Many people believe that endurance is just continuing to put one foot in front of the other until the race is complete. But endurance is more than just continuing, it is continuing to persevere. It is continuing the push past obstacles that attempt to stop you or slow you down. To endure is usually looked at while dealing with something negative. But we endure our day-to-day life just as much as we endure trauma.
Endurance to me is not losing sight of the why. Your reason for doing something can often get confused by all the other things that surround you. But when you keep your eyes on the why and endure everything that pushes you away from it, you are truly showing your endurance. Endurance runners could be running for days in environments that are not meant for humans to run in, but they remember that the prize is on the other side of discomfort. That the pain they are feeling today will not be there when their body crosses the finish line.
Endurance in life and in trauma is the same. We feel discomfort now, maybe it’s long hours of studying while in school, or it could be training your body with weights and movement. But that discomfort will lead to the body releasing chemicals that make you feel like all the hard work was worth something. We reward endurance with all that is possible. The reason for the ribbon at the end of the race to rip through is to remind our bodies that it is okay to feel joy after discomfort. But there is not always that ribbon to show us. So, we have to find other ways to tell ourselves that it is okay to feel joy after discomfort.
I remind myself by looking at what has been accomplished. I used endurance to get out of a wheelchair and be upright once again. It wasn’t a sprint to the end but more of a drudge through an environment that humans shouldn’t be drudging through.
When we are faced with trials, we have two options: give up or figure out how to move on. I remember crawling up my stairs because my legs just wouldn’t work. There was a problem with my back, and my legs would just turn off. I wouldn’t feel them at all. Now, this is not unique to me. Many people have issues like this, but the difference for me was that I began to understand that my choice while dealing with this trial would impact how my body would heal from it. If I chose to believe the wheelchair would be there forever, then it would, but if I chose to believe that I would not need it, then I wouldn’t. Both were true, and both had as much power in my mind. But making the choice to walk under my own power was a choice. Now I am not saying that everyone who is paralyzed can just get up and walk, but how they choose to view it will have a lot to do with how they live their life.

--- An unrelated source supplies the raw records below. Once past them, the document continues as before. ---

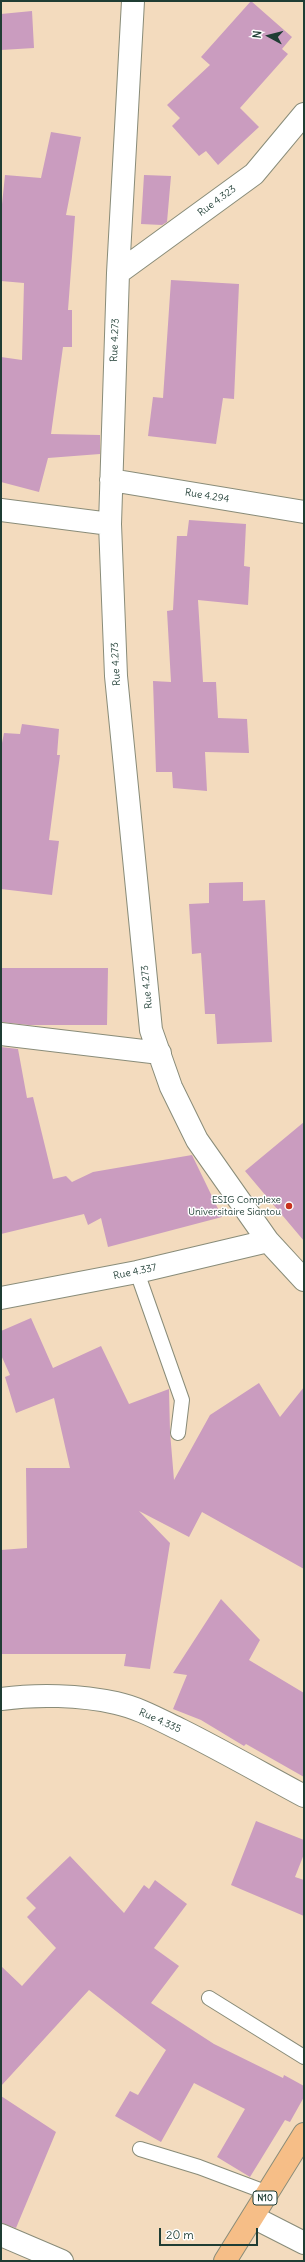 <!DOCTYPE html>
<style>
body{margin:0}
#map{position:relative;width:305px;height:2262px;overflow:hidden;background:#f3dbbe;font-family:Delius,sans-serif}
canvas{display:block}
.frame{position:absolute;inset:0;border:2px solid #1f3d34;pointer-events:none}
.north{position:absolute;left:249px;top:16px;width:40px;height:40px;-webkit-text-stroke:3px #fff;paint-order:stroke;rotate:277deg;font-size:11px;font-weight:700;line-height:16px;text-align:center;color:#1f3d34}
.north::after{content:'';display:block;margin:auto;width:14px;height:18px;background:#1f3d34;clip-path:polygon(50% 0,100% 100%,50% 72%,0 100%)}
.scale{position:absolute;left:159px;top:2228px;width:99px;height:18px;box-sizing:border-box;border:2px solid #1f3d34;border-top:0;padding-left:5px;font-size:12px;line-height:14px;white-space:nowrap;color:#1f3d34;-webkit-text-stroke:3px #fff;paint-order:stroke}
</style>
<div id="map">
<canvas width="305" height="2262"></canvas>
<div class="frame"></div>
<div class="north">N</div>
<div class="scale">20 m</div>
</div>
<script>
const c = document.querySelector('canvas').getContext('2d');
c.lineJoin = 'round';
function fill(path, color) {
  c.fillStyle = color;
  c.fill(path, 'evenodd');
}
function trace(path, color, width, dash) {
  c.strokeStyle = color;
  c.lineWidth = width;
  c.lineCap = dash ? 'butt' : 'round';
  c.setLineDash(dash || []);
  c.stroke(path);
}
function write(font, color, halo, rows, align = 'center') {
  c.font = font + ' Delius,sans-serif';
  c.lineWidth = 3;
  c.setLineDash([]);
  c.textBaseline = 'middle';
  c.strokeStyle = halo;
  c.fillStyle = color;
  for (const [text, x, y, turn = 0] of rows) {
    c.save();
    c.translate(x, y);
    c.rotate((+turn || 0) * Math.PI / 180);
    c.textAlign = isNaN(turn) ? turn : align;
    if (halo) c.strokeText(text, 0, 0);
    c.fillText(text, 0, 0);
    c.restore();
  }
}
const building = new Path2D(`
 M251,1L292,37L282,49L288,54L240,108L259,127L218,165L206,151L199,156L172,126L180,118L167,105L210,65L201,57Z
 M32,11L34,48L1,50V14Z
 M51,132L81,137L66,215L75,216L68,310H72V347H63L51,434L100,435V454L48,458L39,492L1,482V357L22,360L24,283L1,281V214L5,175L41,178Z
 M144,175L171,176L167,222L162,225L141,224Z
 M171,280L239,284L234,399L223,398L216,444L148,436L153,397L163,398Z
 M189,520L246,524L244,566L250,567L248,605L198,600L203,682H216L218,718L247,719L249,753L205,752L207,791L173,788L172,772H156L153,681L171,682L167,611L173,610L177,536H187Z
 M22,724L59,729L57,755H60L49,840L59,841L52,895L1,889V748L4,733L20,734Z
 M243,882V901L265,900L272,1042L217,1044L215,1014H205L201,953L192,954L189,904L209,903V883Z
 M1,968H108L107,1025H29L1,1022Z
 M1,1047L18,1049L27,1098L33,1097L53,1179L66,1176L72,1182L93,1172L192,1155L222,1217L108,1247L101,1218L88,1225L84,1214L1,1234Z
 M304,1122V1241L245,1171Z
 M31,1318L53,1368L101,1346L129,1404L169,1389L170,1432L174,1480L210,1415L259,1383L280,1417L304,1387V1569L202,1512L189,1537L139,1511L170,1543L150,1669L124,1666L126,1654H1V1550L27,1548L26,1468H70L54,1398L16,1413L5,1377L10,1375L1,1355V1331Z
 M221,1599L260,1640L249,1660L304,1693V1777L246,1744L244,1746L201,1720L173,1709L187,1675L173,1673Z
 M256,1821L304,1840V1854L295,1877L304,1880V1916L231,1885Z
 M70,1856L124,1913L144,1885L149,1889L155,1880L187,1904L154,1948L179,1966L151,2003L214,2044L283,2078L284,2075L304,2086V2097L290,2122L285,2120L250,2177L217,2157L245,2109L194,2083L161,2142L115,2116L130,2091L138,2095L166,2050L89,1990L1,2086V1966L22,1986L56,1948L27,1917L36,1908L26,1898Z
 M1,2096L56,2132L16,2228L1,2223Z`);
const lane = new Path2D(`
 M137,1272L182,1400L178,1433
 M209,1998L304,2057
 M140,2149L199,2167L268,2193`);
const street = new Path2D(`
 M133,1L118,273L110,524L116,676L151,1030L171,1087L197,1140L268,1241L304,1280
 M118,273L254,174L304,114
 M111,480L304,512
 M1,510L110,524
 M1,1034L160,1053
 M1,1298L137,1272L268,1241
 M1,1699C37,1694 80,1695 116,1703C139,1708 160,1720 181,1730C223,1751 263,1774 304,1796
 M253,2217L304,2243
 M1,2235L62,2261`);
const highway = new Path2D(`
 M225,2261L304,2134`);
const markers = [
 [289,1206,4,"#c8321e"]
];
const shields = [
 [265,2198,24]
];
const shieldNames = [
 ["N10",265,2198]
];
const streetNames = [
 ["Rue 4.323",217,201,-36],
 ["Rue 4.273",115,340,-88],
 ["Rue 4.294",207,496,9],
 ["Rue 4.273",116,664,-93],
 ["Rue 4.273",147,987,-96],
 ["Rue 4.337",135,1272,-12],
 ["Rue 4.335",160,1721,24]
];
const poiNames = [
 ["ESIG Complexe",281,1200],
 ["Universitaire Siantou",281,1212]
];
fill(building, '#ca9cbf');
trace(lane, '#898c79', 16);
trace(street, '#898c79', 24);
trace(highway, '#898c79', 24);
trace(lane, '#fff', 14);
trace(street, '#fff', 22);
trace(highway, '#f6be87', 22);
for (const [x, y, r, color] of markers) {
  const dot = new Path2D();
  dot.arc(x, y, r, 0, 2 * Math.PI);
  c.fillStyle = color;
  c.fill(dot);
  trace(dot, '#fff', 1.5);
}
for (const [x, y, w] of shields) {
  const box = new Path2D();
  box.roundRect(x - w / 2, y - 7, w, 14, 3);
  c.fillStyle = '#fff';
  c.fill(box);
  trace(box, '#1f3d34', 1);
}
write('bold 9px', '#1f3d34', null, shieldNames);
write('10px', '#1f3d34', '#fff', streetNames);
write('10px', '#1f3d34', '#fff', poiNames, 'right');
</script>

I endured hours and hours of rehab, teaching my body to work around the problems with my back. Nothing healed; I still have pinched nerves and bulging discs. A hairline fracture and little to no spacing between the bones in my spine, but what changed is how I viewed it. The wheelchair was a tool that I would not need forever. And then a walker was a tool, as was the case, I used to always have with me. But endurance and constant movement away from the old way I was thinking got me back on my feet and in no need of a wheelchair. To this day, when I get an MRI of my back, the same issues are there. Healing doesn’t have to make sense, it just has to work for you. No doctor in the world can be 100 percent sure of anything they tell you about your body; that is why it is called practicing medicine. They don’t know everything. And if you know, and can convince your body of it, that you are going to get better, then you will.

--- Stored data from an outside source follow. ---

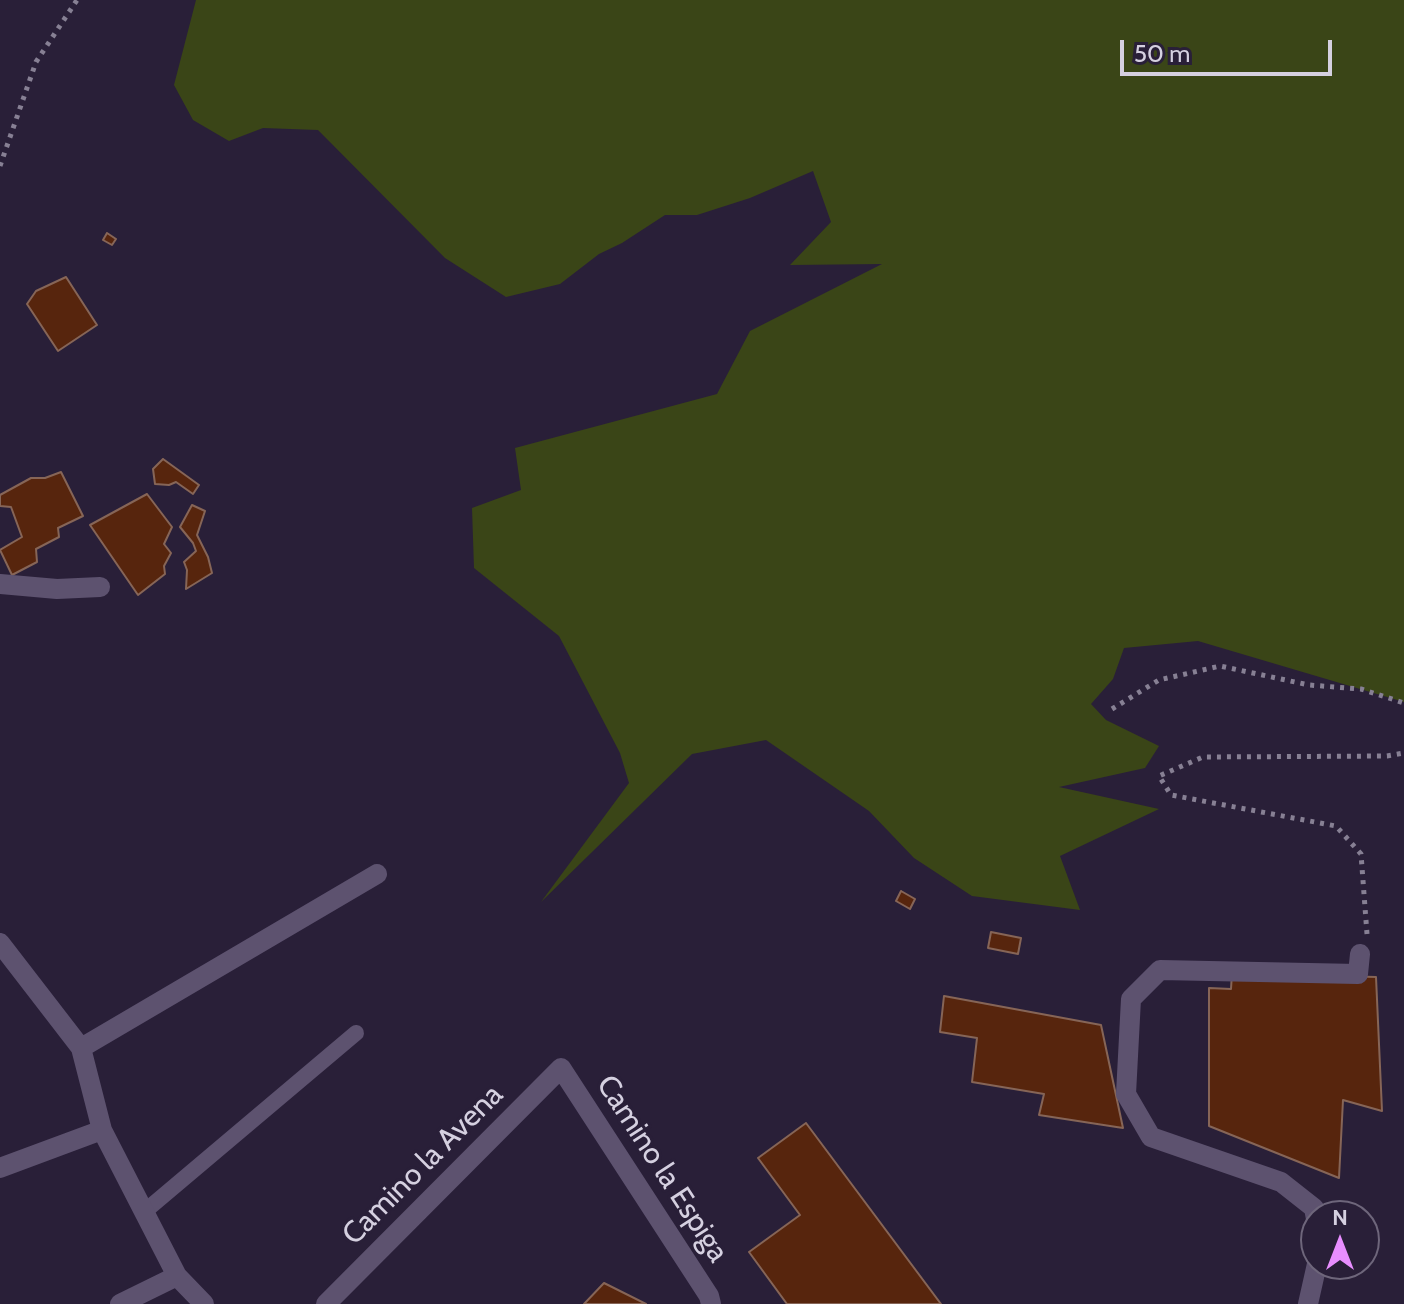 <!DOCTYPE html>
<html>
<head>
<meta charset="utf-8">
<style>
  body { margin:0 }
  #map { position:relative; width:1404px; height:1304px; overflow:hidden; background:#291f38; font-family:Cabin,sans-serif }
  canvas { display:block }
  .north { position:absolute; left:1300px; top:1200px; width:80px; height:80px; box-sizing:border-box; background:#291f38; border:2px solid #6e667b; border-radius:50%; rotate:0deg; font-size:22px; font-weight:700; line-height:32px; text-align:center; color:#d5d0e0 }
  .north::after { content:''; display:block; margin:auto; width:28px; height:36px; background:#e88eff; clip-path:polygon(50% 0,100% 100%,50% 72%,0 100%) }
  .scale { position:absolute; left:1120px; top:40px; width:212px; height:36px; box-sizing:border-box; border:4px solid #d5d0e0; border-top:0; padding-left:10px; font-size:24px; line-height:28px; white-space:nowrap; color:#d5d0e0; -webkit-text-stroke:6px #291f38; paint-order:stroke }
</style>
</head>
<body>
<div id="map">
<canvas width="1404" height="1304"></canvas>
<div class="north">N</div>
<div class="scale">50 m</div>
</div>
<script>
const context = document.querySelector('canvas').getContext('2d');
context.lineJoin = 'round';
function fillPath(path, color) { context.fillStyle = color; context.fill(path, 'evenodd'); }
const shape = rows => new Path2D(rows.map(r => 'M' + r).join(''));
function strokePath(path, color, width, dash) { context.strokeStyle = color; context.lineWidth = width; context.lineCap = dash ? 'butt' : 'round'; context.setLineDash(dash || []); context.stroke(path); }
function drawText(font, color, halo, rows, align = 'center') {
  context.font = font + ' Cabin,sans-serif'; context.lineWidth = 6; context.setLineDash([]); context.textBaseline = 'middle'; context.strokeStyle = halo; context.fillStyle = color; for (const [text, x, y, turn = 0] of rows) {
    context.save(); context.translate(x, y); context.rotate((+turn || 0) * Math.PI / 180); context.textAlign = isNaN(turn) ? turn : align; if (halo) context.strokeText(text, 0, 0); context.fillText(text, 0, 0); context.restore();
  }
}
fillPath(shape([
  [196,0,1404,0,1404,702,1198,641,1124,648,1113,679,1091,704,1106,720,1159,746,1145,768,1059,787,1159,809,1060,856,1080,910,972,896,914,858,869,811,766,740,692,754,541,902,629,783,620,753,559,636,474,568,472,508,521,490,515,448,717,394,750,331,882,264,790,265,831,222,813,171,750,198,697,215,665,215,622,243,599,254,560,284,506,297,445,258,318,130,263,128,229,141,193,120,174,85]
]), '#3a4517');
const building = shape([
  [107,233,116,239,112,245,103,240,107,233],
  [66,277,97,325,58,351,27,304,36,291,66,277],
  [163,459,199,485,193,494,176,482,169,485,155,484,153,469,163,459],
  [61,472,83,516,58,528,59,537,36,549,37,562,12,575,0,550,22,537,11,507,0,506,0,495,31,478,45,478,61,472],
  [147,494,172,527,164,544,171,553,164,566,165,574,138,595,90,525,147,494],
  [192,505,205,511,197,535,208,557,212,573,186,589,187,570,184,562,196,551,193,543,180,527,192,505],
  [901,891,915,899,910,909,896,901,901,891],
  [991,932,1021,938,1018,954,988,948,991,932],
  [1232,973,1376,977,1382,1111,1343,1100,1339,1178,1209,1126,1209,988,1231,989,1232,973],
  [944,996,1101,1025,1123,1128,1039,1115,1044,1094,972,1082,977,1038,940,1032,944,996],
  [806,1123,941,1304,787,1304,749,1252,800,1215,758,1158,806,1123],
  [604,1283,646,1304,584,1304,604,1283]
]);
fillPath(building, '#57250d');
strokePath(building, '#866557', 2);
strokePath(shape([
  [0,166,36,62,77,0],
  [1112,709,1159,680,1220,666,1309,685,1361,689,1404,703],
  [1367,934,1361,854,1336,826,1171,795,1159,776,1203,757,1387,756,1404,753]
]), '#878094', 5, [4, 6]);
strokePath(shape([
  [144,1212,356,1033]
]), '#5d526f', 16);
strokePath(shape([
  [0,584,57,589,100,587],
  [0,943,81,1048,102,1130,177,1276,204,1304],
  [81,1048,377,874],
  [0,1168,102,1130],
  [1316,1219,1314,1208,1281,1182,1151,1137,1126,1094,1131,999,1160,970,1358,974,1360,954],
  [120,1304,177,1276],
  [326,1304,561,1068,709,1296,711,1304],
  [1308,1304,1317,1264]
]), '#5d526f', 20);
drawText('30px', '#d5d0e0', '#291f38', [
  ["Camino la Avena",423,1165,-45],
  ["Camino la Espiga",662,1169,57]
]);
</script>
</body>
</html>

For some words are heard but very seldom felt. They can’t connect your story with theirs. So, how do you let someone know what they are capable of by telling them what you have done in similar circumstances? You look them in the heart. You speak to their soul first and follow with their mind.
Everyone is surrounded by frequencies. A vibration that is ever present and constantly felt. That is why you get a nervous feeling around some people. The frequency they are putting off tells you to be nervous. Happy people make you happy, and sad people make you sad. So, if you surround yourself with positive in turn, you will naturally become more positive. While in that wheelchair, I chose to, at first, surround myself with negative, believing that it would be something permanent. So, the doctors and therapists I was around felt the same way. They never really tried to make anything better. But when I changed my frequency and started to look at the possibilities and not the permanence, things changed. Suddenly, the doctors thought about improvement, and the therapist worked on exercises to get me back on my feet.
We all have a choice on how we view things. That choice can take you to heights you never imagined or to depths you never wanted to see.
Think about when you hear a baby laugh, you almost always laugh with them, or at least smile. Not because you get the joke, but because they are putting out something that is influencing your very soul. Take a minute to think about what you are allowing to influence your soul right now. That horrible driver who cut you off, the barista at the coffee shop who forgot the double shot of espresso. Now you have let those actions have an impact on your frequency and how you are now perceived by others.
My memory is limited, and I choose to fill it with the things I actually want to take up space. You have the same ability.
Thanks for this. What amazes me is how you came to the decision to change your frequency. You must have tapped into a deep resilience that pulled you out of the negative feeling. Your ability to do that inspires me.
This is some great pondering. Thanks for sharing your thoughts about this.